Although, we are disappointed by this royalty impairment, I would like to point out that this is had the effect of just increasing the effective royalty rates of the impaired titles to the largest impairment this quarter this have the effect of causing the overall effective royalty rate to increase from 25% to 27% which is still 600 basis points lower than our overall average branded royalty expense of 33%.

Turning to profitability, we’ll be providing non-GAAP measures for each second quarter 2010 expense category, a full reconciliation of GAAP to non-GAAP financial measures were included in the press release we issued today. Non-GAAP gross margin was 69% in the second quarter 2010, which is down from 73% during the first quarter 2010 and flat with the 69% report in the same period last year. Excluding the royalty impairments in the second quarter 2010 and second quarter 2009, non-GAAP gross margin increased to 73.2% from 71.5% in the second quarter 2009.

Total non-GAAP operating expenses in the second quarter 2010 were $11.4 million, down 12% from 12.9 million during the first quarter 2010 and down 13% from 13.1 million during the same period last year. The sequential and year-over-year decline was result of our ability to cut cost more quickly and realized savings from recently announced restructurings. We expect quarterly OpEx to remain approximately at this level for the reminder of the year.

Breaking down our expense levels on a non-GAAP basis for the second quarter, R&D was 6.1 million or 38% of revenue compared to 6.5 million or 38% of revenue in the first quarter 2010. The absolute decrease was driven by the reallocation of headcount from more expensive studios to our lower cost studios to support our new product strategy. Sales and marketing expense was $2.4 million or 15% of revenue down from 2.9 million or 17% of revenue in the first quarter 2010. This decline was primarily due to converting our Latin American sales and marketing team from a fixed employee structure to a third-party variable distribution plan.

G&A was $2.9 million or 18% of revenue for the quarter, down from 3.5 million or 20% last quarter due to the continuation of cost control across entire organization.

The better-than-expected – the combination of the better-than-expected revenue from our feature phone business growth to smartphone revenues and aggressive cost reductions resulted in us reporting a non-GAAP loss from operations for the second quarter of $360,000 which was well above our guidance of a loss of between 1.8 million and 2.1 million.
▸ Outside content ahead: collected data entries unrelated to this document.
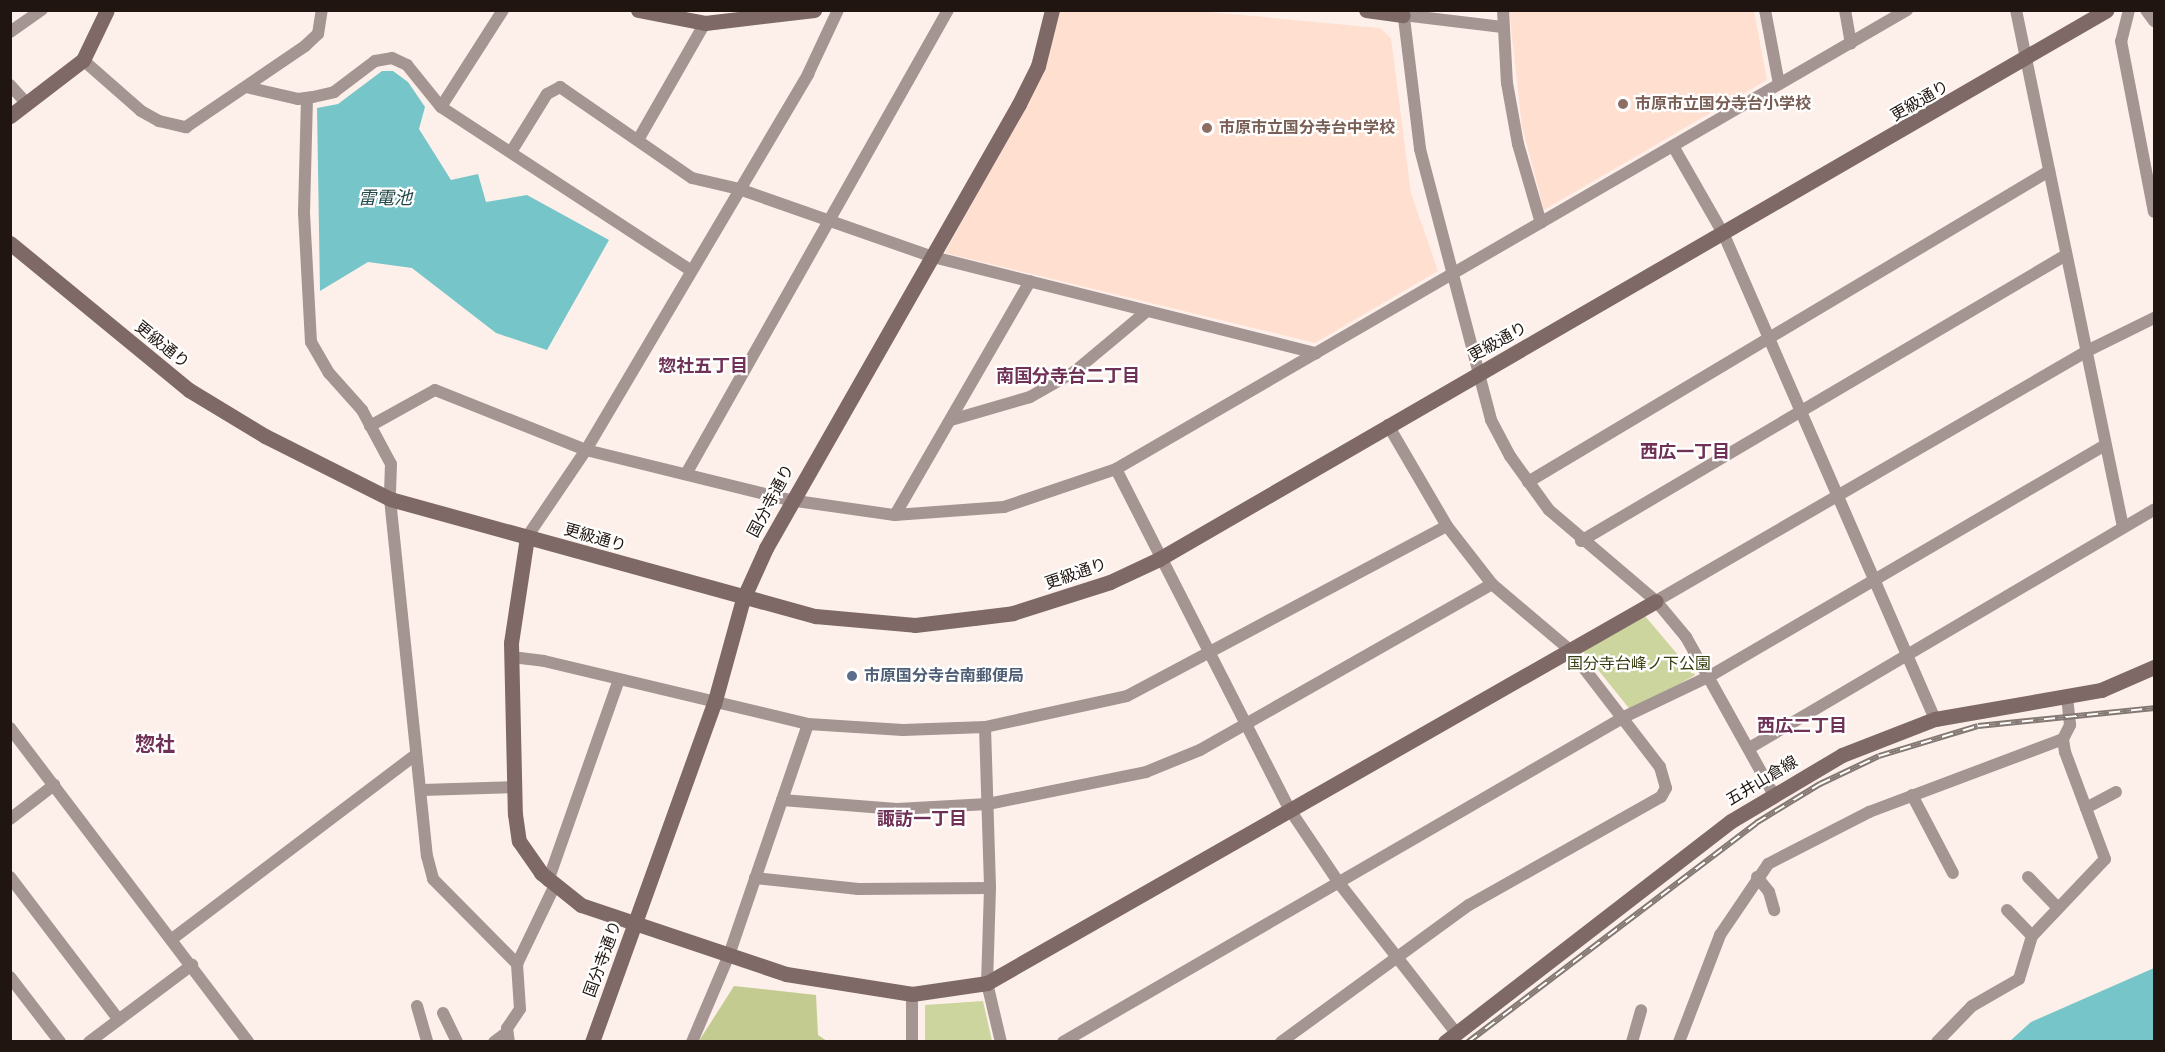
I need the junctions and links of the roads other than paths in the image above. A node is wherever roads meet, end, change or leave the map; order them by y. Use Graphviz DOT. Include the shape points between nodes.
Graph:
graph roads {
  1 [pos="42,10"];
  2 [pos="322,10"];
  3 [pos="503,10"];
  4 [pos="638,10"];
  5 [pos="814,10"];
  6 [pos="838,10"];
  7 [pos="948,10"];
  8 [pos="1052,10"];
  9 [pos="1366,10"];
  10 [pos="1503,10"];
  11 [pos="1765,10"];
  12 [pos="1845,10"];
  13 [pos="1907,10"];
  14 [pos="2016,10"];
  15 [pos="2129,10"];
  16 [pos="2146,10"];
  17 [pos="2104,12"];
  18 [pos="1403,13"];
  19 [pos="102,14"];
  20 [pos="2154,21"];
  21 [pos="705,23"];
  22 [pos="1502,27"];
  23 [pos="10,32"];
  24 [pos="1851,43"];
  25 [pos="83,60"];
  26 [pos="2025,60"];
  27 [pos="1779,84"];
  28 [pos="10,85"];
  29 [pos="246,87"];
  30 [pos="307,98"];
  31 [pos="27,104"];
  32 [pos="441,107"];
  33 [pos="10,116"];
  34 [pos="638,140"];
  35 [pos="1673,146"];
  36 [pos="511,152"];
  37 [pos="2049,171"];
  38 [pos="739,189"];
  39 [pos="2154,212"];
  40 [pos="829,221"];
  41 [pos="1541,223"];
  42 [pos="1724,236"];
  43 [pos="10,243"];
  44 [pos="2066,255"];
  45 [pos="933,257"];
  46 [pos="689,270"];
  47 [pos="1455,273"];
  48 [pos="1030,281"];
  49 [pos="1147,310"];
  50 [pos="2154,318"];
  51 [pos="1769,338"];
  52 [pos="2086,351"];
  53 [pos="1316,352"];
  54 [pos="1481,371"];
  55 [pos="1802,410"];
  56 [pos="951,420"];
  57 [pos="1388,425"];
  58 [pos="370,426"];
  59 [pos="2106,445"];
  60 [pos="586,450"];
  61 [pos="1116,469"];
  62 [pos="686,474"];
  63 [pos="1528,482"];
  64 [pos="1839,494"];
  65 [pos="390,499"];
  66 [pos="789,500"];
  67 [pos="2154,510"];
  68 [pos="895,515"];
  69 [pos="1447,526"];
  70 [pos="2124,527"];
  71 [pos="527,537"];
  72 [pos="1581,541"];
  73 [pos="1159,559"];
  74 [pos="1874,579"];
  75 [pos="1492,584"];
  76 [pos="743,599"];
  77 [pos="1656,601"];
  78 [pos="1570,650"];
  79 [pos="1207,653"];
  80 [pos="1906,656"];
  81 [pos="512,657"];
  82 [pos="2154,667"];
  83 [pos="1710,676"];
  84 [pos="619,679"];
  85 [pos="2067,696"];
  86 [pos="714,704"];
  87 [pos="1624,717"];
  88 [pos="1935,719"];
  89 [pos="808,724"];
  90 [pos="1245,725"];
  91 [pos="985,727"];
  92 [pos="10,728"];
  93 [pos="2062,739"];
  94 [pos="1751,747"];
  95 [pos="416,755"];
  96 [pos="54,786"];
  97 [pos="515,787"];
  98 [pos="422,790"];
  99 [pos="2116,792"];
  100 [pos="1773,793"];
  101 [pos="1912,795"];
  102 [pos="782,800"];
  103 [pos="988,804"];
  104 [pos="2086,808"];
  105 [pos="1290,810"];
  106 [pos="10,819"];
  107 [pos="1953,873"];
  108 [pos="10,877"];
  109 [pos="2028,877"];
  110 [pos="755,878"];
  111 [pos="1757,878"];
  112 [pos="1339,883"];
  113 [pos="551,884"];
  114 [pos="990,888"];
  115 [pos="2058,908"];
  116 [pos="1774,909"];
  117 [pos="2007,910"];
  118 [pos="634,924"];
  119 [pos="2032,936"];
  120 [pos="172,939"];
  121 [pos="729,955"];
  122 [pos="1395,957"];
  123 [pos="517,964"];
  124 [pos="192,965"];
  125 [pos="10,977"];
  126 [pos="987,983"];
  127 [pos="912,994"];
  128 [pos="417,1006"];
  129 [pos="1641,1010"];
  130 [pos="443,1013"];
  131 [pos="118,1019"];
  132 [pos="508,1037"];
  133 [pos="1450,1037"];
  134 [pos="60,1041"];
  135 [pos="89,1041"];
  136 [pos="248,1041"];
  137 [pos="427,1041"];
  138 [pos="457,1041"];
  139 [pos="494,1041"];
  140 [pos="592,1041"];
  141 [pos="692,1041"];
  142 [pos="912,1041"];
  143 [pos="1000,1041"];
  144 [pos="1063,1041"];
  145 [pos="1281,1041"];
  146 [pos="1632,1041"];
  147 [pos="1679,1041"];
  148 [pos="1936,1041"];
  1 -- 23 [label="street"];
  2 -- 29 [label="street" via="318,34"];
  3 -- 32 [label="street"];
  4 -- 21 [label="street"];
  5 -- 21 [label="street"];
  6 -- 38 [label="street" via="808,74"];
  7 -- 40 [label="street"];
  8 -- 45 [label="street, 国分寺通り" via="1038,66"];
  9 -- 18 [label="street"];
  10 -- 22 [label="street"];
  11 -- 27 [label="street"];
  12 -- 24 [label="street"];
  13 -- 24 [label="street"];
  14 -- 26 [label="street"];
  15 -- 39 [label="street" via="2121,40"];
  16 -- 20 [label="street"];
  17 -- 26 [label="street, 更級通り"];
  18 -- 22 [label="street"];
  18 -- 47 [label="street" via="1420,149"];
  19 -- 25 [label="street"];
  21 -- 34 [label="street"];
  22 -- 41 [label="street" via="1518,144"];
  24 -- 27 [label="street"];
  25 -- 29 [label="street" via="141,111 176,126 194,124"];
  25 -- 31 [label="street"];
  26 -- 37 [label="street"];
  26 -- 42 [label="street, 更級通り"];
  27 -- 35 [label="street"];
  28 -- 31 [label="street"];
  29 -- 30 [label="street"];
  30 -- 32 [label="street" via="334,92 375,61 392,58 407,65"];
  30 -- 58 [label="street" via="304,213 311,342"];
  31 -- 33 [label="street"];
  32 -- 36 [label="street"];
  34 -- 36 [label="street" via="560,87 547,94"];
  34 -- 38 [label="street" via="692,178"];
  35 -- 41 [label="street"];
  35 -- 42 [label="street"];
  36 -- 46 [label="street"];
  37 -- 44 [label="street"];
  37 -- 51 [label="street"];
  38 -- 40 [label="street"];
  38 -- 46 [label="street"];
  40 -- 45 [label="street"];
  40 -- 62 [label="street"];
  41 -- 47 [label="street"];
  42 -- 51 [label="street"];
  42 -- 54 [label="street, 更級通り"];
  43 -- 65 [label="street, 更級通り" via="189,390 266,436"];
  44 -- 52 [label="street"];
  44 -- 55 [label="street"];
  45 -- 48 [label="street"];
  45 -- 66 [label="street, 国分寺通り"];
  46 -- 60 [label="street"];
  47 -- 53 [label="street"];
  47 -- 54 [label="street"];
  48 -- 49 [label="street"];
  48 -- 56 [label="street"];
  49 -- 53 [label="street"];
  49 -- 56 [label="street" via="1074,372 1030,397"];
  50 -- 52 [label="street"];
  51 -- 55 [label="street"];
  51 -- 63 [label="street"];
  52 -- 59 [label="street"];
  52 -- 64 [label="street"];
  53 -- 61 [label="street"];
  54 -- 57 [label="street, 更級通り"];
  54 -- 63 [label="street" via="1491,420"];
  55 -- 64 [label="street"];
  55 -- 72 [label="street"];
  56 -- 68 [label="street"];
  57 -- 69 [label="street"];
  57 -- 73 [label="street, 更級通り"];
  58 -- 60 [label="street" via="435,390"];
  58 -- 65 [label="street" via="391,464"];
  59 -- 70 [label="street"];
  59 -- 74 [label="street"];
  60 -- 62 [label="street"];
  60 -- 71 [label="street"];
  61 -- 68 [label="street" via="1004,507"];
  61 -- 73 [label="street"];
  62 -- 66 [label="street"];
  63 -- 72 [label="street"];
  64 -- 74 [label="street"];
  64 -- 77 [label="street"];
  65 -- 71 [label="street, 更級通り"];
  65 -- 95 [label="street"];
  66 -- 68 [label="street"];
  66 -- 76 [label="street, 国分寺通り"];
  67 -- 70 [label="street"];
  69 -- 75 [label="street"];
  69 -- 79 [label="street"];
  70 -- 80 [label="street"];
  71 -- 76 [label="street, 更級通り"];
  71 -- 81 [label="street"];
  72 -- 77 [label="street"];
  73 -- 76 [label="street, 更級通り" via="1110,582 1013,614 915,625 815,616"];
  73 -- 79 [label="street"];
  74 -- 80 [label="street"];
  74 -- 83 [label="street"];
  75 -- 78 [label="street"];
  75 -- 90 [label="street"];
  76 -- 86 [label="street, 国分寺通り"];
  77 -- 78 [label="street"];
  77 -- 83 [label="street"];
  78 -- 87 [label="street"];
  78 -- 105 [label="street"];
  79 -- 90 [label="street"];
  79 -- 91 [label="street" via="1127,696"];
  80 -- 88 [label="street"];
  80 -- 94 [label="street"];
  81 -- 84 [label="street"];
  81 -- 97 [label="street"];
  82 -- 85 [label="street, 五井山倉線" via="2101,690"];
  83 -- 87 [label="street"];
  83 -- 94 [label="street"];
  84 -- 86 [label="street"];
  84 -- 113 [label="street"];
  85 -- 88 [label="street, 五井山倉線"];
  85 -- 93 [label="street" via="2070,725"];
  86 -- 89 [label="street"];
  86 -- 118 [label="street, 国分寺通り"];
  87 -- 112 [label="street"];
  87 -- 122 [label="street" via="1660,768 1666,788 1661,797 1469,905"];
  88 -- 100 [label="street, 五井山倉線" via="1842,755"];
  89 -- 91 [label="street" via="903,730"];
  89 -- 102 [label="street"];
  90 -- 103 [label="street" via="1200,750 1146,772"];
  90 -- 105 [label="street"];
  91 -- 103 [label="street"];
  92 -- 96 [label="street"];
  93 -- 101 [label="street"];
  93 -- 104 [label="street"];
  94 -- 100 [label="street"];
  95 -- 98 [label="street"];
  95 -- 120 [label="street"];
  96 -- 106 [label="street"];
  96 -- 120 [label="street"];
  97 -- 98 [label="street"];
  97 -- 113 [label="street" via="519,841"];
  98 -- 123 [label="street" via="434,879"];
  99 -- 104 [label="street"];
  100 -- 133 [label="street, 五井山倉線"];
  101 -- 107 [label="street"];
  101 -- 111 [label="street" via="1795,848"];
  102 -- 103 [label="street" via="897,809"];
  102 -- 110 [label="street"];
  103 -- 114 [label="street"];
  104 -- 115 [label="street" via="2105,859"];
  105 -- 112 [label="street"];
  105 -- 126 [label="street"];
  108 -- 131 [label="street"];
  109 -- 115 [label="street"];
  110 -- 114 [label="street" via="858,889"];
  110 -- 121 [label="street"];
  111 -- 116 [label="street" via="1769,892"];
  111 -- 147 [label="street" via="1720,935"];
  112 -- 122 [label="street"];
  112 -- 144 [label="street"];
  113 -- 118 [label="street" via="581,905"];
  113 -- 123 [label="street"];
  114 -- 126 [label="street"];
  115 -- 119 [label="street"];
  117 -- 119 [label="street"];
  118 -- 121 [label="street"];
  118 -- 140 [label="street, 国分寺通り"];
  119 -- 148 [label="street" via="2019,980 1972,1006"];
  120 -- 124 [label="street"];
  121 -- 127 [label="street" via="839,986"];
  121 -- 141 [label="street"];
  122 -- 133 [label="street"];
  122 -- 145 [label="street"];
  123 -- 132 [label="street" via="520,1009"];
  124 -- 131 [label="street"];
  124 -- 136 [label="street"];
  125 -- 134 [label="street"];
  126 -- 127 [label="street"];
  126 -- 143 [label="street"];
  127 -- 142 [label="street"];
  128 -- 137 [label="street"];
  129 -- 146 [label="street"];
  130 -- 138 [label="street"];
  131 -- 135 [label="street"];
  132 -- 139 [label="street"];
}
Income tax during the quarter was comprised of a tax benefit of $61,000 and $259,000 expense performed with holding taxes for a net income expense, for a net income tax expense of $198,000. Our non-GAAP net loss of $689,000 or loss of $0.02 per basic share exceeded our guidance range of a loss of $0.08 to $0.09 per basic share.

Let me now walk through our results to the second quarter of 2010 on a GAAP basis, which include $1.1 million related to the amortization of intangibles, $349,000 related to the allocation of stock-based compensation, a $693,000 restructuring charge, and $429,000 of foreign exchange loss, the following expense levels determine in accordance with GAAP. Cost of revenues 5.9 million, R&D 6.2 million, sales and marketing 2.4 million and G&A 3.1 million.

The restructuring charge we recorded this quarter was up $693,000 related to severance of separation costs from employee termination as well as a further non-cash impairment of our portion – of a portion of San Mateo headquarters. For the second quarter, GAAP loss from operations of $2.5 million and net loss applicable to common shareholders was 3.2 million. Based on 30.7 million basic shares outstanding net loss applicable to common shareholders was a loss of $0.10 per basic share.

As I mentioned earlier, reconciliation of GAAP to non-GAAP, gross profit expenses, loss from operations and net loss can be found be in our press release and current report of Form 8-K filed with the SEC today.

Now, turning to the balance sheet, cash and cash equivalents were $6.2 million as of June 30, compared to $10.5 million at the end of the first quarter and above our expectation of $4.3 million. The better-than-expected ending cash balance at the end of the quarter was due to the generation of $610,000 in cash from operations as we achieved strong collections during the quarter. This is the fifth consecutive quarter for Glu reporting positive cash flows from operations and it should we note that we’ve cumulatively generated $3.3 million in positive cash flows from operations over the last year and half, six quarters.

The strong positive cash flow from operations was offset by the $5,256,000 make earn out payments made during the quarter. Additionally in July 2010, we paid $438,000 of taxes that had been withheld on the June 30th special bonus payment made to the former MIG shareholders in China.

In regards to remaining obligations to the former MIG shareholders, we are $6,125,000 of principle and $161,000 of accrued interest which is due as follows; $3,063,000 of principle and $107,000 of interest due in September 30, 2010 and a final payment of $3,062,000 of principle and $54,000 of interest due on December 31, 2010.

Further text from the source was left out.